Segment Open

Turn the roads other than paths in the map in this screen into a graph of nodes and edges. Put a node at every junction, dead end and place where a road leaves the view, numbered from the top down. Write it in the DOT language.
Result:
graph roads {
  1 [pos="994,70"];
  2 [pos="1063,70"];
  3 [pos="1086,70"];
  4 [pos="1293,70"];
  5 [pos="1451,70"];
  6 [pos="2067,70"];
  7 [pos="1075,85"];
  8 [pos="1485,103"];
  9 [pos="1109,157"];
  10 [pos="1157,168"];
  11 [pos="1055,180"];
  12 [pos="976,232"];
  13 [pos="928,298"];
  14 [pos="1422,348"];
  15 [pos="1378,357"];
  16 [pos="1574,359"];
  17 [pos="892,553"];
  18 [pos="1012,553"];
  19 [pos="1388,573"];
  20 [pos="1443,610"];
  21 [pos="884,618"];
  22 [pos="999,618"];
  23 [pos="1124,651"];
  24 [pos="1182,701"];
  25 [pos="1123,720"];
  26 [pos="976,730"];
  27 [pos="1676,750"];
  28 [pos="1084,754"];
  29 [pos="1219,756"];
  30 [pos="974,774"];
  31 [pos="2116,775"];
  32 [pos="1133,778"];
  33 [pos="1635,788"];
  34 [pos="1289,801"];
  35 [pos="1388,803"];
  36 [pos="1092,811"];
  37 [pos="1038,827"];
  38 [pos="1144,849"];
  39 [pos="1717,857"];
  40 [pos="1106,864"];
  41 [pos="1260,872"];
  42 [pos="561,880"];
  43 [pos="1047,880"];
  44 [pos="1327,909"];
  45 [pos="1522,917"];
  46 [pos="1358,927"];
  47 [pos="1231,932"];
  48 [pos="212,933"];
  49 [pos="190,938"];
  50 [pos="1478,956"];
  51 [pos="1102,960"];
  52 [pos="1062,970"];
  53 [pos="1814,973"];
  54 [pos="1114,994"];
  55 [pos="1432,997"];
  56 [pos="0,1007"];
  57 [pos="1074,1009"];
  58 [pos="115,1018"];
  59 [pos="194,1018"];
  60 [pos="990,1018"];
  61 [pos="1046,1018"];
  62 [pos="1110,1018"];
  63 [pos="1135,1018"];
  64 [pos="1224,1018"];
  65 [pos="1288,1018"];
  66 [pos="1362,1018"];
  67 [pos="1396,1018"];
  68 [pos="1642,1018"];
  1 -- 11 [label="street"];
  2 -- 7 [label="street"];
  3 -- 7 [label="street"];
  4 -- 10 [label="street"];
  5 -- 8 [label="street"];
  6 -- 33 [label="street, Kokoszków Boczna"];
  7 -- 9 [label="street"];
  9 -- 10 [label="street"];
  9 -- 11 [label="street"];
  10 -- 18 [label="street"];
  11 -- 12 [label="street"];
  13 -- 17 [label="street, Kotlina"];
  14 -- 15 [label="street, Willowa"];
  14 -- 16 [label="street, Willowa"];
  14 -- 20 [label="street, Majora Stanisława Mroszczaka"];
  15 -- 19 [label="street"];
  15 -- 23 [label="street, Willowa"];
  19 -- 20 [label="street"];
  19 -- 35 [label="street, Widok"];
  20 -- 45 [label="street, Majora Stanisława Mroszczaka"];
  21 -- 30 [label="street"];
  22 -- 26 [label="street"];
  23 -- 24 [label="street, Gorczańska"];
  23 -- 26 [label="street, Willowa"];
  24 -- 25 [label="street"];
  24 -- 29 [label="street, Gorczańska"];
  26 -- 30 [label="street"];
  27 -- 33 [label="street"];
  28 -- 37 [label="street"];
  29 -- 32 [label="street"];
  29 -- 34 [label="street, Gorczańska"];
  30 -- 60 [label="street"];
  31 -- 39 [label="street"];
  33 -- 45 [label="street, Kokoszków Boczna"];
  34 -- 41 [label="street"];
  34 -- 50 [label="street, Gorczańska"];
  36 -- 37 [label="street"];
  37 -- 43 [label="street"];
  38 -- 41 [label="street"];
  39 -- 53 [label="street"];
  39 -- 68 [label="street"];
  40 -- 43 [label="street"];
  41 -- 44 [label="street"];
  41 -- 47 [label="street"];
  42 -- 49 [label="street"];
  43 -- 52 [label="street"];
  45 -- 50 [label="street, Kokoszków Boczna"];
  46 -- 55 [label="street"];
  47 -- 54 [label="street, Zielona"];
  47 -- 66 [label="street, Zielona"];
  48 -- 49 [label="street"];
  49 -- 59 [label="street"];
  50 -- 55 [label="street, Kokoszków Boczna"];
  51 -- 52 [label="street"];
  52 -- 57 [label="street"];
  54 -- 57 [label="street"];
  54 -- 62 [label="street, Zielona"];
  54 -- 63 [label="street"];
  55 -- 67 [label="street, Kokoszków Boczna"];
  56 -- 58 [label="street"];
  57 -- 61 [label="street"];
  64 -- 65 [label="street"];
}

Segment Closed

> The problem
Where does the word "Gorczańska" appear in the listing above? Copy every line that holds it.

> Response to this exercise
  23 -- 24 [label="street, Gorczańska"];
  24 -- 29 [label="street, Gorczańska"];
  29 -- 34 [label="street, Gorczańska"];
  34 -- 50 [label="street, Gorczańska"];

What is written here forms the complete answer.